*DIRECTIONS FOR THIS TASK*: What you return should match every entry, character for character.

(Extracted data entries)
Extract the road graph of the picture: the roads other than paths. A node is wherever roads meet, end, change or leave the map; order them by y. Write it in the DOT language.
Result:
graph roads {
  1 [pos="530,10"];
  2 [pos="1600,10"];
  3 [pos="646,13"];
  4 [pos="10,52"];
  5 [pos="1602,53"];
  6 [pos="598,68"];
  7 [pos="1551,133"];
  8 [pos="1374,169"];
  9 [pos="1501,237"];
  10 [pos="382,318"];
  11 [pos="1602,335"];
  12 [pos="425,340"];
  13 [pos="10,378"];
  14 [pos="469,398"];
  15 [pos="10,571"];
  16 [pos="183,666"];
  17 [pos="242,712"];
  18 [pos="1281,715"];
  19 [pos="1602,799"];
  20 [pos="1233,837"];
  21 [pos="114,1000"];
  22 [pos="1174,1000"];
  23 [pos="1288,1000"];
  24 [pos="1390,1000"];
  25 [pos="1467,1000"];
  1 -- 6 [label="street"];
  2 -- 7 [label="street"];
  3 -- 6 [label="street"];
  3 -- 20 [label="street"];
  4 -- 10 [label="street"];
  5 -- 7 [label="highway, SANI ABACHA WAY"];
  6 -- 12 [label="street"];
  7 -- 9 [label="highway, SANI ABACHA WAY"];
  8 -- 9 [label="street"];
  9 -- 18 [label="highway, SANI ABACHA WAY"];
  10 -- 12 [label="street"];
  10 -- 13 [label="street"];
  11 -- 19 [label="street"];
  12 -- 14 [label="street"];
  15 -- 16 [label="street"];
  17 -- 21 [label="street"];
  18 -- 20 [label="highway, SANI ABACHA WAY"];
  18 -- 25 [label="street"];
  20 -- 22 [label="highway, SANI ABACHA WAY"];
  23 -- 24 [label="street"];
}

*COMPLETED EXERCISE*:
Extract the road graph of the picture: the roads other than paths. A node is wherever roads meet, end, change or leave the map; order them by y. Write it in the DOT language.
Result:
graph roads {
  1 [pos="530,10"];
  2 [pos="1600,10"];
  3 [pos="646,13"];
  4 [pos="10,52"];
  5 [pos="1602,53"];
  6 [pos="598,68"];
  7 [pos="1551,133"];
  8 [pos="1374,169"];
  9 [pos="1501,237"];
  10 [pos="382,318"];
  11 [pos="1602,335"];
  12 [pos="425,340"];
  13 [pos="10,378"];
  14 [pos="469,398"];
  15 [pos="10,571"];
  16 [pos="183,666"];
  17 [pos="242,712"];
  18 [pos="1281,715"];
  19 [pos="1602,799"];
  20 [pos="1233,837"];
  21 [pos="114,1000"];
  22 [pos="1174,1000"];
  23 [pos="1288,1000"];
  24 [pos="1390,1000"];
  25 [pos="1467,1000"];
  1 -- 6 [label="street"];
  2 -- 7 [label="street"];
  3 -- 6 [label="street"];
  3 -- 20 [label="street"];
  4 -- 10 [label="street"];
  5 -- 7 [label="highway, SANI ABACHA WAY"];
  6 -- 12 [label="street"];
  7 -- 9 [label="highway, SANI ABACHA WAY"];
  8 -- 9 [label="street"];
  9 -- 18 [label="highway, SANI ABACHA WAY"];
  10 -- 12 [label="street"];
  10 -- 13 [label="street"];
  11 -- 19 [label="street"];
  12 -- 14 [label="street"];
  15 -- 16 [label="street"];
  17 -- 21 [label="street"];
  18 -- 20 [label="highway, SANI ABACHA WAY"];
  18 -- 25 [label="street"];
  20 -- 22 [label="highway, SANI ABACHA WAY"];
  23 -- 24 [label="street"];
}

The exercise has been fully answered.